Immolati sull’altare della spesa corrente

Il sacrificio di Isacco — Caravaggio

E’ un principio basilare, si lo so, qualsiasi economista mi darebbe del banale, però proprio non capisco. E’ chiaro che accrescere la spesa corrente e improduttiva porta, in un Paese indebitato come l’Italia, ad un aumento del debito e di conseguenza del rapporto Debito/Pil. 
Al contrario invece, aumentando la spesa per investimenti, quindi produttiva, in relazione a quanto tale spesa sia capace a generare e moltiplicare valore, e dunque elevare il livello di prodotto interno lordo, potrebbe addirittura diminuire il rapporto debito/PIL. Dunque, di cosa stiamo parlando?

Il problema vero è che la spesa corrente per l’Italia è troppo importante e tocca tasti sensibili alla politica. Ridurre tale voce è complesso perché alla stessa si lega quella macchina dello Stato che drena linfa con la complicità della burocrazia peggiore al mondo. Il cavillo del cavillo, la postilla scritta in basso. Il nostro Paese è regolato da leggi scritte in stile bugiardini dei medicinali. A questa spesa sono spesso legate persone e famiglie, capitale umano spesso poco competente o poco utilizzato che comunque non può (giustamente?) esser sacrificato per l’efficienza e la competitività di uno Stato.

Nei paesi OCSE la percentuale media degli investimenti in rapporto al PIL è del 13%, mentre la percentuale di spesa pubblica destinata agli investimenti è del 29%. In Italia, ovviamente, non è così. Gli investimenti pubblici, che in questo momento potrebbero accelerare la ripresa (qualora ce ne fosse davvero una), rispetto al PIL in Italia superano di poco il 10% mentre rispetto al totale della spesa, investiamo solo il 20%. Per capirci, nel primo caso siamo 28° di 35 paesi OCSE, mentre nel secondo caso addirittura terzultimi davanti solo a Portogallo e Grecia.
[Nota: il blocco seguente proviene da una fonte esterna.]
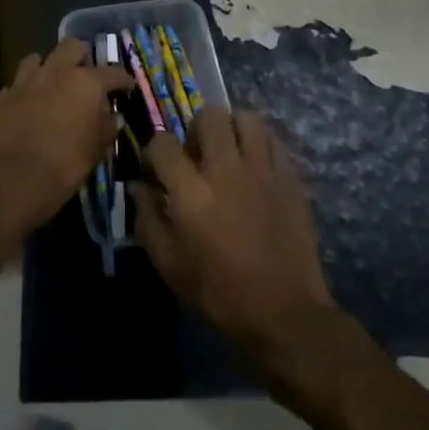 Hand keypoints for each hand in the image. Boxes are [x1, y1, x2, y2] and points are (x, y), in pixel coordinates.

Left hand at [0, 39, 134, 231]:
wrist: (15, 176)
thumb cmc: (66, 162)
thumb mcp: (97, 148)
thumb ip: (107, 127)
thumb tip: (113, 117)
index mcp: (86, 82)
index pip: (113, 72)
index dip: (123, 79)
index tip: (127, 87)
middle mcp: (56, 72)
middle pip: (71, 46)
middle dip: (80, 56)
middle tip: (85, 74)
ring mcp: (26, 81)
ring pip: (37, 59)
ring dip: (47, 68)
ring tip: (51, 84)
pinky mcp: (3, 96)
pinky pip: (16, 85)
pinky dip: (24, 92)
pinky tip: (27, 106)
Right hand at [131, 108, 337, 374]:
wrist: (284, 314)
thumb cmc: (220, 293)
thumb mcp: (169, 264)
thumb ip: (147, 218)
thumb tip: (138, 186)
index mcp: (192, 192)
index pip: (163, 143)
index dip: (154, 152)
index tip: (155, 171)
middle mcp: (226, 170)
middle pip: (208, 116)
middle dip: (195, 130)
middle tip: (196, 156)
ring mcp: (263, 170)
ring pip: (246, 118)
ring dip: (231, 129)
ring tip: (228, 153)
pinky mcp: (290, 178)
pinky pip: (273, 140)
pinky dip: (259, 144)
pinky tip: (254, 168) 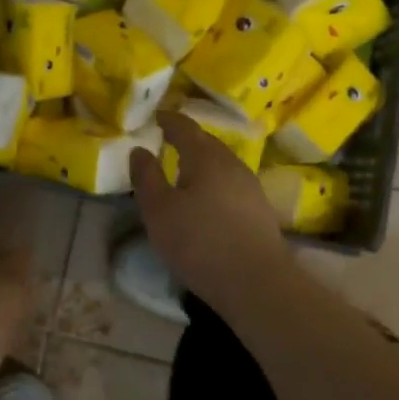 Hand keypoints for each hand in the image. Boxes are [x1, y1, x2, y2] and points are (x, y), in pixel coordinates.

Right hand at [129, 112, 289, 302]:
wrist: (256, 282)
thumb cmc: (199, 241)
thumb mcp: (158, 211)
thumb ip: (146, 177)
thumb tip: (138, 149)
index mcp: (205, 156)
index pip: (185, 127)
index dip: (169, 120)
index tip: (156, 118)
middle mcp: (231, 163)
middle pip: (207, 143)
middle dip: (187, 140)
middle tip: (167, 143)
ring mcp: (250, 186)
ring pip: (221, 164)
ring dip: (202, 163)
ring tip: (184, 172)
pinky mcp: (260, 209)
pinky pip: (231, 183)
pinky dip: (215, 182)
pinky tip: (207, 199) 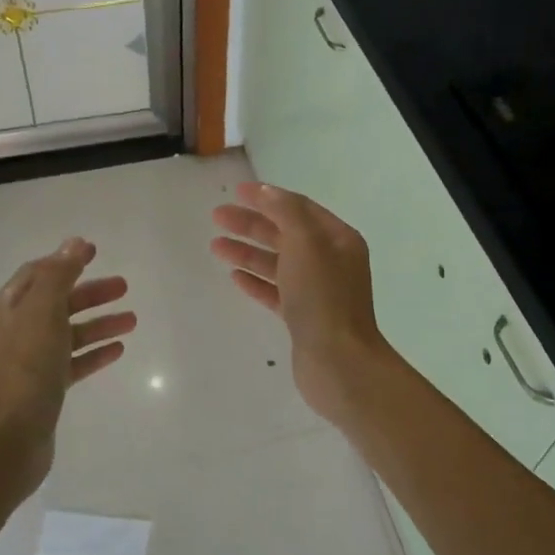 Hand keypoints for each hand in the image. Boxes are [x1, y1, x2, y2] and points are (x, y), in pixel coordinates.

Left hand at [0, 238, 134, 495]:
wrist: (8, 441)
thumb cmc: (25, 370)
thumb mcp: (42, 313)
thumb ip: (59, 276)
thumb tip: (73, 243)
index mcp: (7, 309)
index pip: (38, 273)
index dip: (66, 260)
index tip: (95, 251)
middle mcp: (14, 332)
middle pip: (56, 302)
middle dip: (90, 292)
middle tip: (124, 286)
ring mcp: (27, 362)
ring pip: (68, 333)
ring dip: (99, 323)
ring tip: (132, 320)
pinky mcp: (42, 389)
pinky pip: (72, 362)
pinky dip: (93, 353)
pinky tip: (118, 350)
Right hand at [211, 182, 397, 425]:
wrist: (339, 363)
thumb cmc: (323, 297)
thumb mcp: (306, 243)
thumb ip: (286, 212)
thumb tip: (266, 191)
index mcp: (338, 239)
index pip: (299, 208)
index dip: (268, 197)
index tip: (237, 192)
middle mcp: (331, 261)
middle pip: (286, 234)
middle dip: (252, 224)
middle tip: (217, 216)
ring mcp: (318, 291)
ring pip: (278, 263)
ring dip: (248, 252)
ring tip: (215, 246)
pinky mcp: (304, 318)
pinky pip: (276, 292)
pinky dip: (256, 281)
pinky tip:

Il Quantitative Easing, la misura messa in pista dalla BCE per creare inflazione, ha certamente rasserenato gli animi e alcuni bilanci comprando bond dei singoli paesi. In realtà, come ha affermato più volte lo stesso Draghi, il QE serve a comprare tempo… Si sta cercando di superare la coda della crisi con iniezioni di risorse fresche per gli Stati che hanno o avrebbero dovuto affrettare i loro processi di riforma e rivisitazione delle politiche fiscali. In più di un suggerimento, il Presidente della BCE ha chiaramente avvertito sui tempi, perché il QE non può esser a vita, l’inflazione comincia ad esser “sana” e dunque bisognerà prima o poi smettere.

Draghi ha più volte invitato i Paesi che non hanno margini di bilancio per investire sulla produttività, a cambiare la composizione del bilancio e fare principalmente tre cose: meno spesa corrente, più spesa per investimenti pubblici, meno tasse su fattori come il lavoro. Si sta cercando in tutti i modi di diminuire la spesa corrente (senza riuscirci affatto), sono calate (a tratti a dire il vero) le tasse sul lavoro con l’introduzione del jobs act e di alcune forme agevolative che continueranno nel 2017 tra legge di bilancio e decreto mezzogiorno. Ma il grande assente è la spesa per investimenti. Non si riesce a comprendere l’importanza di questo tassello per completare un quadro di potenziale risanamento. Si continua a spostare su pensioni e copertura a spese sanitarie pregresse, senza invece alzare il livello di investimento. Il singolo miliardo investito su Industria 4.0 in legge di bilancio ci fa capire che non si vuole spingere più di tanto sull’acceleratore e sfruttare il tempo compratoci dalla BCE.

La spesa corrente accontenta immediatamente il popolo, che si vede riconosciuta la soddisfazione di un bisogno (più o meno sano), la spesa per investimenti ha bisogno di maturare, di almeno un medio termine per far vedere i suoi frutti. Le scelte politiche ovviamente dipendono dal consenso e, considerando un’incertezza di fondo, qualsiasi governante sceglie la via più immediata al consenso, senza lungimiranza mi direte voi, certo ma l’ingovernabilità porta anche alla scarsa capacità di attuare scelte sagge e di buon governo e magari illudere il popolo con meccanismi affascinanti ma a lungo deleteri.

Con la bocciatura del referendum costituzionale e un sostanziale ritorno al proporzionale (così sarà perché nessuna legge elettorale maggioritaria è all’orizzonte) le scelte politiche saranno sempre più legate ad equilibri poco ancorati a strategie di lungo termine, certamente più vittime di quel consenso che va consumato nel brevissimo tempo. In un Paese i cui cittadini hanno in media memoria inferiore a quella di un nokia 2110, questo rappresenta davvero un grosso problema.